Joe Battista

Current position
- Title: Author, Professional Speaker, Owner of Pragmatic Passion, LLC Sports and Business Consulting

Biographical details
- Born: July 6, 1960 (age 66)

Coaching career (HC unless noted)
- 1987–2006: Penn State Icers

Accomplishments and honors

Championships
- American Collegiate Hockey Association National Championship (6x)

Awards
- American Hockey Coaches Association Lou Lamoriello Award American Collegiate Hockey Association Hall of Fame Pennsylvania Sports Hall of Fame Penn State Hockey Hall of Fame Penn Hills Hall of Fame

= Joe Battista =

American author, speaker, and hockey coach

Joe Battista (born July 6, 1960) is a former American ice hockey coach and sports executive. He is the author of "The Power of Pragmatic Passion - 7 Common Sense Principles for Achieving Personal and Professional Success." From 2013 to 2015 he served as the Vice President of Hockey and Business Administration for the Buffalo Sabres of the National Hockey League (NHL) after 26 years at Penn State University. Since 2016 he has been the owner of Pragmatic Passion LLC consulting focusing on Keynote and Motivational Speaking, Success Coaching, and Business Development.

Battista graduated from Penn State University Smeal College of Business in 1983 with a degree in marketing. He has a total of 30 years coaching experience, with 512 wins and six ACHA national titles. Battista also coached Team USA in the 2003 World University Games. He is a member of the American Collegiate Hockey Association Hall of Fame, Pennsylvania Sports Hall of Fame, Penn State Hockey Hall of Fame, and the Penn Hills Hall of Fame.

Battista has also worked in a variety of sports marketing and management positions with the Pittsburgh Penguins and Culver Military Academy.

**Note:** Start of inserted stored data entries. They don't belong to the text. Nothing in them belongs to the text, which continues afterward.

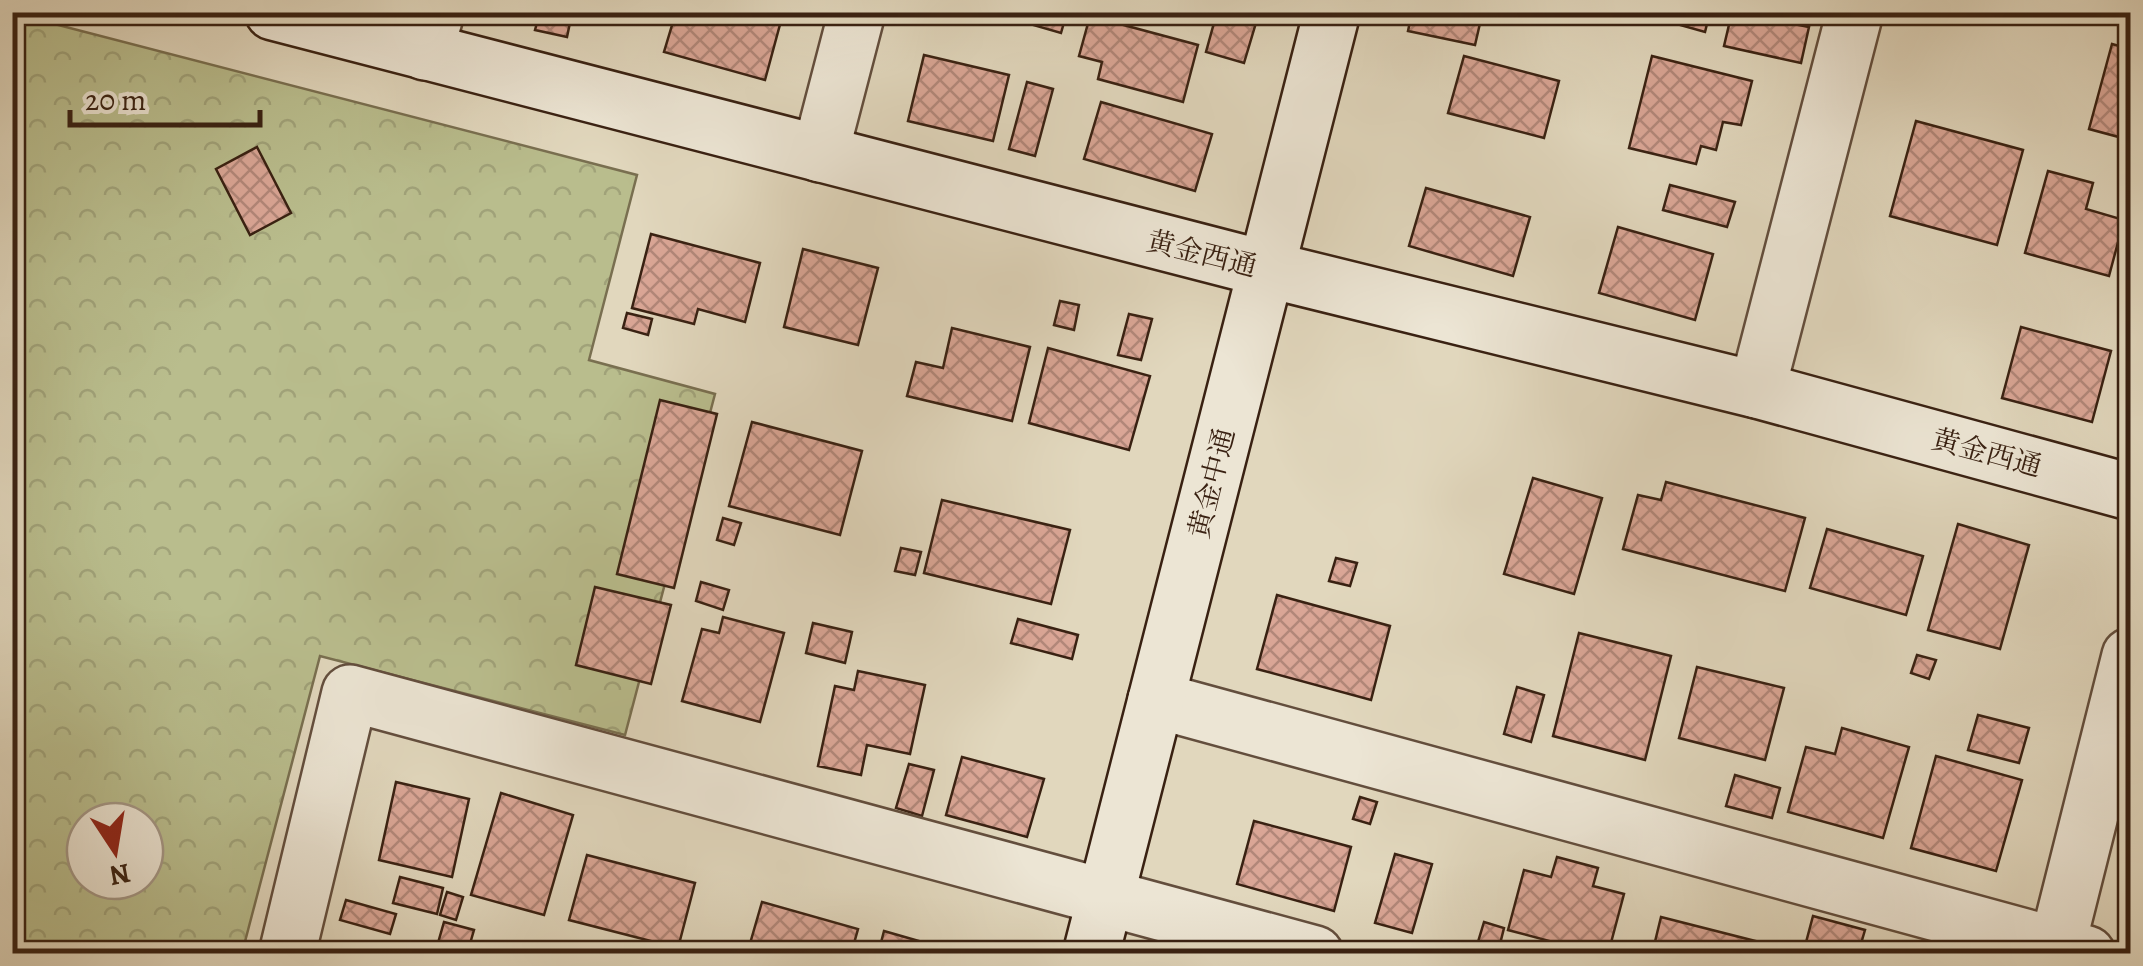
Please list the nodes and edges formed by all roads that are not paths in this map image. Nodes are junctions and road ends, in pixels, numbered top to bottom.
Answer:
1 (273, 12) edge
2 (858, 12) edge
3 (1332, 12) edge
4 (1855, 12) edge
5 (430, 32) edge
6 (820, 154) junction
7 (1266, 270) junction
8 (1757, 390) junction
9 (2130, 492) edge
10 (2130, 656) edge
11 (1156, 700) junction
12 (1105, 896) junction
13 (2066, 951) edge
14 (287, 954) edge
15 (1091, 954) edge
16 (1315, 954) edge

1 - 5 street, 黄金西通
2 - 6 street
3 - 7 street, 黄金中通
4 - 8 street
5 - 6 street, 黄金西通
6 - 7 street, 黄金西通
7 - 8 street, 黄金西通
7 - 11 street, 黄金中通
8 - 9 street, 黄金西通
10 - 13 street
11 - 12 street, 黄金中通
11 - 13 street
12 - 14 street
12 - 15 street, 黄金中通
12 - 16 street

After his coaching days at Penn State, Battista served as executive director of the Nittany Lion Club for the university from 2006 to 2009. He was awarded the Division of Development and Alumni Relations "Ridge Riley Lion's Pride Award". Later, he became Director of Major Gifts at Smeal College of Business.

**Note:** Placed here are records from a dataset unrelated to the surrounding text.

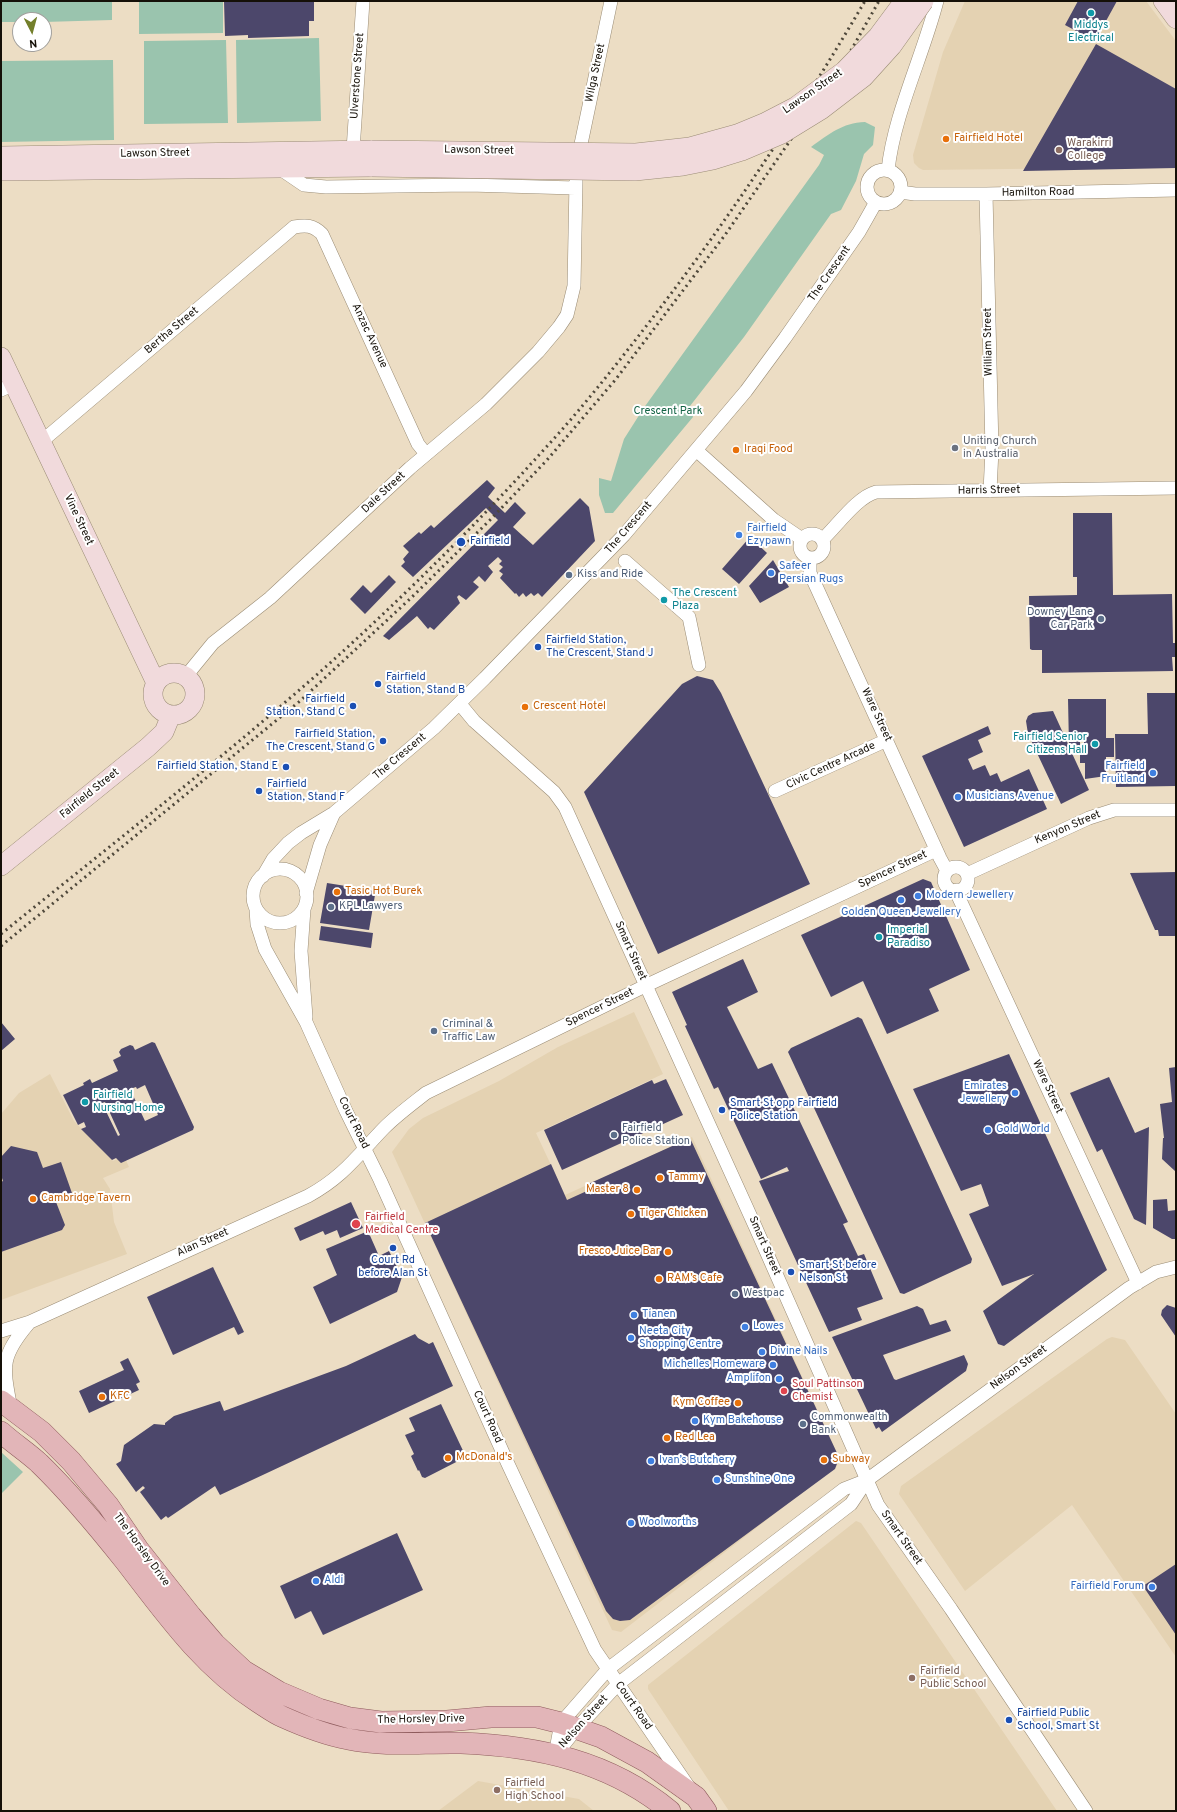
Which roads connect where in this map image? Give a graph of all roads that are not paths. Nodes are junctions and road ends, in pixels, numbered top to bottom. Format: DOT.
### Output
graph roads {
  1 [pos="362,1"];
  2 [pos="611,1"];
  3 [pos="904,1"];
  4 [pos="924,1"];
  5 [pos="937,1"];
  6 [pos="1163,1"];
  7 [pos="1176,19"];
  8 [pos="581,144"];
  9 [pos="353,150"];
  10 [pos="1,156"];
  11 [pos="372,159"];
  12 [pos="279,168"];
  13 [pos="888,170"];
  14 [pos="1,171"];
  15 [pos="1176,190"];
  16 [pos="900,192"];
  17 [pos="986,194"];
  18 [pos="876,202"];
  19 [pos="305,225"];
  20 [pos="1,356"];
  21 [pos="7,387"];
  22 [pos="42,442"];
  23 [pos="696,450"];
  24 [pos="426,454"];
  25 [pos="1176,488"];
  26 [pos="990,491"];
  27 [pos="802,539"];
  28 [pos="822,540"];
  29 [pos="810,558"];
  30 [pos="625,561"];
  31 [pos="699,666"];
  32 [pos="186,676"];
  33 [pos="156,683"];
  34 [pos="460,704"];
  35 [pos="171,715"];
  36 [pos="887,740"];
  37 [pos="775,791"];
  38 [pos="1176,810"];
  39 [pos="334,813"];
  40 [pos="936,850"];
  41 [pos="1,866"];
  42 [pos="947,871"];
  43 [pos="967,874"];
  44 [pos="263,876"];
  45 [pos="957,890"];
  46 [pos="306,893"];
  47 [pos="256,909"];
  48 [pos="304,909"];
  49 [pos="645,986"];
  50 [pos="306,1022"];
  51 [pos="365,1149"];
  52 [pos="1176,1267"];
  53 [pos="1138,1283"];
  54 [pos="30,1322"];
  55 [pos="1,1331"];
  56 [pos="6,1405"];
  57 [pos="1,1432"];
  58 [pos="867,1480"];
  59 [pos="608,1669"];
  60 [pos="618,1684"];
  61 [pos="569,1725"];
  62 [pos="555,1755"];
  63 [pos="701,1804"];
  64 [pos="670,1811"];
  65 [pos="1086,1811"];
  1 -- 9 [label="street, Ulverstone Street"];
  2 -- 8 [label="street, Wilga Street"];
  3 -- 11 [label="main road, Lawson Street, bridge"];
  4 -- 11 [label="main road, Lawson Street, bridge"];
  5 -- 13 [label="street"];
  6 -- 7 [label="main road"];
  9 -- 10 [label="main road, Lawson Street"];
  9 -- 11 [label="main road, Lawson Street"];
  11 -- 12 [label="main road, Lawson Street"];
  12 -- 14 [label="main road, Lawson Street"];
  12 -- 24 [label="street, Dale Street"];
  13 -- 16 [label="street"];
  13 -- 18 [label="street"];
  15 -- 17 [label="street, Hamilton Road"];
  16 -- 17 [label="street, Hamilton Road"];
  16 -- 18 [label="street"];
  17 -- 26 [label="street, William Street"];
  18 -- 23 [label="street, The Crescent"];
  19 -- 22 [label="street, Bertha Street"];
  19 -- 24 [label="street, Anzac Avenue"];
  20 -- 21 [label="main road, Vine Street"];
  21 -- 22 [label="main road, Vine Street"];
  22 -- 33 [label="main road, Vine Street"];
  23 -- 27 [label="street"];
  23 -- 34 [label="street, The Crescent"];
  24 -- 32 [label="street, Dale Street"];
  25 -- 26 [label="street, Harris Street"];
  26 -- 28 [label="street, Harris Street"];
  27 -- 28 [label="street"];
  27 -- 29 [label="street"];
  28 -- 29 [label="street"];
  29 -- 36 [label="street, Ware Street"];
  30 -- 31 [label="street"];
  32 -- 33 [label="main road"];
  32 -- 35 [label="main road"];
  33 -- 35 [label="main road"];
  34 -- 39 [label="street, The Crescent"];
  34 -- 49 [label="street, Smart Street"];
  35 -- 41 [label="main road, Fairfield Street"];
  36 -- 37 [label="street, Civic Centre Arcade"];
  36 -- 40 [label="street, Ware Street"];
  38 -- 43 [label="street, Kenyon Street"];
  39 -- 44 [label="street"];
  39 -- 46 [label="street"];
  40 -- 42 [label="street, Ware Street"];
  40 -- 49 [label="street, Spencer Street"];
  42 -- 43 [label="street"];
  42 -- 45 [label="street"];
  43 -- 45 [label="street"];
  44 -- 46 [label="street"];
  44 -- 47 [label="street"];
  45 -- 53 [label="street, Ware Street"];
  46 -- 48 [label="street"];
  47 -- 48 [label="street"];
  47 -- 50 [label="street, Court Road"];
  48 -- 50 [label="street, Court Road"];
  49 -- 51 [label="street, Spencer Street"];
  49 -- 58 [label="street, Smart Street"];
  50 -- 51 [label="street, Court Road"];
  51 -- 54 [label="street, Alan Street"];
  51 -- 59 [label="street, Court Road"];
  52 -- 53 [label="street, Nelson Street"];
  53 -- 58 [label="street, Nelson Street"];
  54 -- 55 [label="street, Alan Street"];
  54 -- 56 [label="street, Alan Street"];
  56 -- 61 [label="main road, The Horsley Drive"];
  57 -- 62 [label="main road, The Horsley Drive"];
  58 -- 59 [label="street, Nelson Street"];
  58 -- 60 [label="street, Nelson Street"];
  58 -- 65 [label="street, Smart Street"];
  59 -- 60 [label="street, Court Road"];
  59 -- 61 [label="street, Nelson Street"];
  60 -- 61 [label="street, Nelson Street"];
  60 -- 63 [label="street, Court Road"];
  61 -- 62 [label="street, Nelson Street"];
  61 -- 63 [label="main road, The Horsley Drive"];
  62 -- 64 [label="main road, The Horsley Drive"];
}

During his administrative time at Penn State, Battista was instrumental in securing the largest donation in the university's history, an $88 million gift from Terry & Kim Pegula for a new ice facility and to have Penn State Hockey become a Division I team. Battista, serving as Associate Athletic Director for Ice Arena and Hockey Operations, oversaw the building of the new double sheet Pegula Ice Arena and the development of the new Division I Men's and Women's programs.

After his successful years at Penn State, he was hired by the Buffalo Sabres, which is owned by Terry & Kim Pegula to become Vice President of Hockey and Business Administration. After 2 years with the Sabres, he left to become a private sports and fundraising consultant.

In 2016, Battista would become executive director and Chief Development Officer for the Lock Haven University Foundation.

Battista left the Lock Haven University Foundation to focus on his own business, Pragmatic Passion, LLC as a motivational speaker and private consultant.
He also serves as the Vice President of Business Development for the National Athletic and Professional Success Academy (NAPSA).